Riak Performance Analysis: Bare Metal v. Virtual

July 16, 2013

In December, I posted a MongoDB performance analysis that showed the quantitative benefits of using bare metal servers for MongoDB workloads. It should come as no surprise that in the wake of SoftLayer's Riak launch, we've got some similar data to share about running Riak on bare metal.

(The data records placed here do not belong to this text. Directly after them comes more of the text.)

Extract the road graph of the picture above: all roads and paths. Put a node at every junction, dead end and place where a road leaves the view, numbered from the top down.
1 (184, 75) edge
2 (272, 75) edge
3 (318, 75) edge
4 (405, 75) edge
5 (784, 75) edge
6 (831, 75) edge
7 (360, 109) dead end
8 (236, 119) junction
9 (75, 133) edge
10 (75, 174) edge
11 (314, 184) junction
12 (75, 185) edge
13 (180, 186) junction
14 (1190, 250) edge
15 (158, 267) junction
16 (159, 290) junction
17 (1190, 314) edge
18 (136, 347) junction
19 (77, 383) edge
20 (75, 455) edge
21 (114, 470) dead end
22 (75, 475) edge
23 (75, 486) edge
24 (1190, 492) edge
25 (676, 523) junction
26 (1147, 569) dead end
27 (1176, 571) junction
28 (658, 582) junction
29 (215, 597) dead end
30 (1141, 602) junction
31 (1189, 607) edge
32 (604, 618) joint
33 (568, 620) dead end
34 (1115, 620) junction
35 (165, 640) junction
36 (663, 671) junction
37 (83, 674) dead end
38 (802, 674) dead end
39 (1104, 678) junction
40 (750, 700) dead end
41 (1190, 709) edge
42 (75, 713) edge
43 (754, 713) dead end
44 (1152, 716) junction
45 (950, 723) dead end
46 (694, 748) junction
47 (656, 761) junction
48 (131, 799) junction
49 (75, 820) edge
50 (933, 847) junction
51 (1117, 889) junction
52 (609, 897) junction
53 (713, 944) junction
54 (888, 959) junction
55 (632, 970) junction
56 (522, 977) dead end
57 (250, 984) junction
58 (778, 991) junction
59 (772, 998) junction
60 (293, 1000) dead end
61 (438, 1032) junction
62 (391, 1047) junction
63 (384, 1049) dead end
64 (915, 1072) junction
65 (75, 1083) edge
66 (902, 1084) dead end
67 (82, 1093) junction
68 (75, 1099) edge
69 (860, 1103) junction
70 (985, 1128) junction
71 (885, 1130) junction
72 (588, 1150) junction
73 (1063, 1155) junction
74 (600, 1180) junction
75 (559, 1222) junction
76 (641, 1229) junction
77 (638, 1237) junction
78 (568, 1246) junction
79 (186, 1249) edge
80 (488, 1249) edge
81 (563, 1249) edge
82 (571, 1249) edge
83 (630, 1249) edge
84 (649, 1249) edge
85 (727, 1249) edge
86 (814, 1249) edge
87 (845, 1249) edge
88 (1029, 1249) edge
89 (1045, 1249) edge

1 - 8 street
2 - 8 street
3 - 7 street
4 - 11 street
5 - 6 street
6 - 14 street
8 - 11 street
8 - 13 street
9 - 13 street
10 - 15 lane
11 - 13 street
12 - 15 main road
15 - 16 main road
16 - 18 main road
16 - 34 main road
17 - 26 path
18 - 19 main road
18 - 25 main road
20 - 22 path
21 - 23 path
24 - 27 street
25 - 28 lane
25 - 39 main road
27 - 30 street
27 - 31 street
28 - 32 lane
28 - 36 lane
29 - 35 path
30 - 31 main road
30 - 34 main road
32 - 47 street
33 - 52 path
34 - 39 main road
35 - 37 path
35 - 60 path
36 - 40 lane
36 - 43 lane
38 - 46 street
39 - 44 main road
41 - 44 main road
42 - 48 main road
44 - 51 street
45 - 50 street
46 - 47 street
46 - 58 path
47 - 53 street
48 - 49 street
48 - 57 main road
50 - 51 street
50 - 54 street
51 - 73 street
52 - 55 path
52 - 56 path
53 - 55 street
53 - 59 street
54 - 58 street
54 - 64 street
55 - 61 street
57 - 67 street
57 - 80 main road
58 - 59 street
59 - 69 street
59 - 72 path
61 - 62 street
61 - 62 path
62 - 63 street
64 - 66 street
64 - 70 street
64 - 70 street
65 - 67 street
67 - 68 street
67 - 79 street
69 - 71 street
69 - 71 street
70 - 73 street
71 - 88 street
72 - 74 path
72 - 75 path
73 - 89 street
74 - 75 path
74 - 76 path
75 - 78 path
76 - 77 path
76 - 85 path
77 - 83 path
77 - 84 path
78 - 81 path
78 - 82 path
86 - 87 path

To run this test, we started by creating five-node clusters with Riak 1.3.1 on SoftLayer bare metal servers and on a popular competitor's public cloud instances. For the SoftLayer environment, we created these clusters using the Riak Solution Designer, so the nodes were all provisioned, configured and clustered for us automatically when we ordered them. For the public cloud virtual instance Riak cluster, each node was provisioned indvidually using a Riak image template and manually configured into a cluster after all had come online. To optimize for Riak performance, I made a few tweaks at the OS level of our servers (running CentOS 64-bit):

Noatime
Nodiratime
barrier=0
data=writeback
ulimit -n 65536

The common Noatime and Nodiratime settings eliminate the need for writes during reads to help performance and disk wear. The barrier and writeback settings are a little less common and may not be what you'd normally set. Although those settings present a very slight risk for loss of data on disk failure, remember that the Riak solution is deployed in five-node rings with data redundantly available across multiple nodes in the ring. With that in mind and considering each node also being deployed with a RAID10 storage array, you can see that the minor risk for data loss on the failure of a single disk in the entire solution would have no impact on the entire data set (as there are plenty of redundant copies for that data available). Given the minor risk involved, the performance increases of those two settings justify their use.

With all of the nodes tweaked and configured into clusters, we set up Basho's test harness — Basho Bench — to remotely simulate load on the deployments. Basho Bench allows you to create a configurable test plan for a Riak cluster by configuring a number of workers to utilize a driver type to generate load. It comes packaged as an Erlang application with a config file example that you can alter to create the specifics for the concurrency, data set size, and duration of your tests. The results can be viewed as CSV data, and there is an optional graphics package that allows you to generate the graphs that I am posting in this blog. A simplified graphic of our test environment would look like this:

Riak Test Environment

The following Basho Bench config is what we used for our testing:

{mode, max}.
{duration, 120}.
{concurrent, 8}.
{driver, basho_bench_driver_riakc_pb}.
{key_generator,{int_to_bin,{uniform_int,1000000}}}.
{value_generator,{exponential_bin,4098,50000}}.
{riakc_pb_ips, [{10,60,68,9},{10,40,117,89},{10,80,64,4},{10,80,64,8},{10,60,68,7}]}.
{riakc_pb_replies, 2}.
{operations, [{get, 10},{put, 1}]}.

To spell it out a little simpler:

Tests Performed

Data Set: 400GB
10:1 Query-to-Update Operations
8 Concurrent Client Connections
Test Duration: 2 Hours

You may notice that in the test cases that use SoftLayer "Medium" Servers, the virtual provider nodes are running 26 virtual compute units against our dual proc hex-core servers (12 cores total). In testing with Riak, memory is important to the operations than CPU resources, so we provisioned the virtual instances to align with the 36GB of memory in each of the "Medium" SoftLayer servers. In the public cloud environment, the higher level of RAM was restricted to packages with higher CPU, so while the CPU counts differ, the RAM amounts are as close to even as we could make them.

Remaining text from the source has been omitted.